Ob man den Weg alleine oder zusammen gehe, ist für Fricker letztlich eine Frage, welche die Einwohner entscheiden müssen, «denn ohne sie läuft nichts», ja, «ohne sie darf in einer Demokratie nichts laufen.» Die Bevölkerung von Oberhof habe bislang stets Ja zur Eigenständigkeit gesagt. «An dieser Einstellung hat sich nichts geändert», ist Fricker überzeugt.

Das Pièce de Résistance ist für Roger Fricker also der neue Finanzausgleich. «Kommt er wie beschlossen, haben kleine Gemeinden kaum mehr genug Schnauf, um zu überleben.»

Fricker hofft, dass seiner Gemeinde der Schnauf zur Eigenständigkeit noch lange nicht ausgeht. Die Tendenz, Fusionen als Allheilmittel anzupreisen, sie «fast wie ein Wunder erscheinen zu lassen», ist ihm suspekt. «Fusionen bringen nichts.» Er ist sich denn auch sicher, dass Oberhof in 20 Jahren noch eigenständig sein wird – «vorausgesetzt, der Kanton zerstört unsere Finanzen nicht mutwillig».

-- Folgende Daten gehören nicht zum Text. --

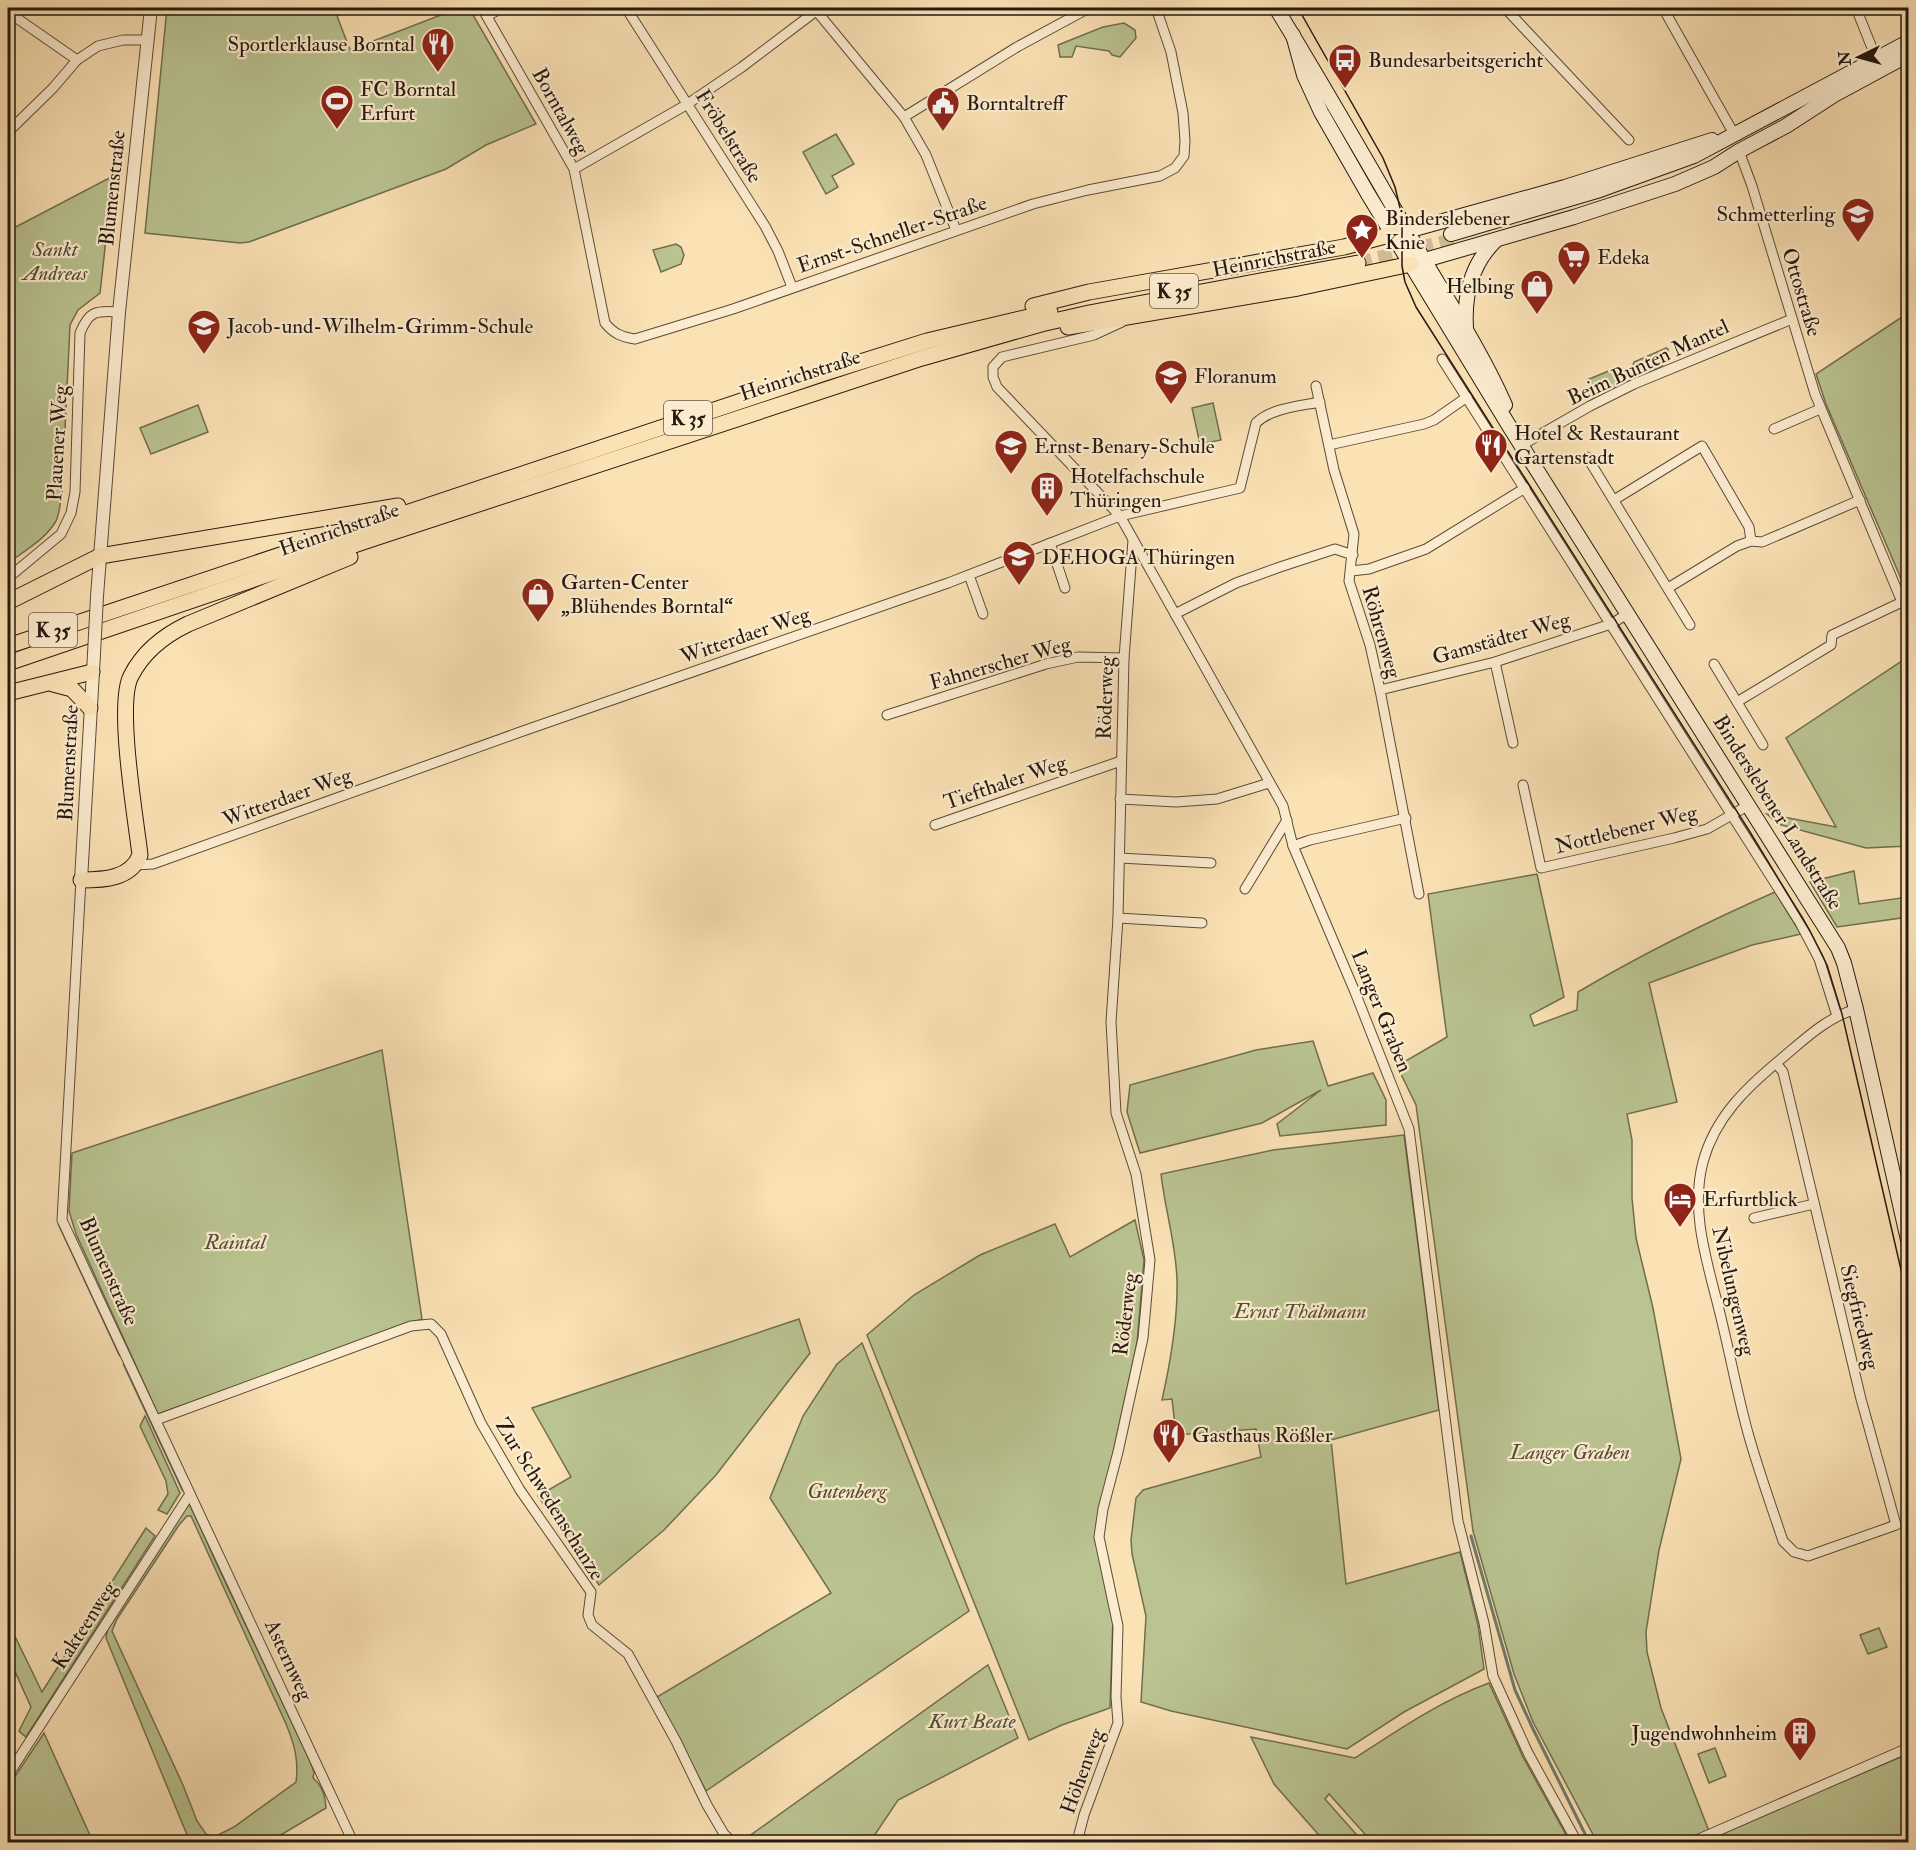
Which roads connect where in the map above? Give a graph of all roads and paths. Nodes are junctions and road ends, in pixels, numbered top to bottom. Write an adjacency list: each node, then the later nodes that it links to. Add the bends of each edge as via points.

Zurück zur Talschaftssitzung. Wie hat die Gemeinde Frick auf den (Schein-)Heiratsantrag reagiert? Gemeindeammann Daniel Suter habe, so wird kolportiert, den ebenfalls «nicht ganz ernstzunehmenden Hinweis» gemacht: «Im neuen Gemeindehaus hat es genügend Platz.» Im Gespräch mit der az ergänzt er: «Frick steht Fusionsanfragen offen gegenüber.» Man suche Zusammenschlüsse nicht aktiv, aber man prüfe sie natürlich, wenn sie an die Gemeinde herangetragen würden.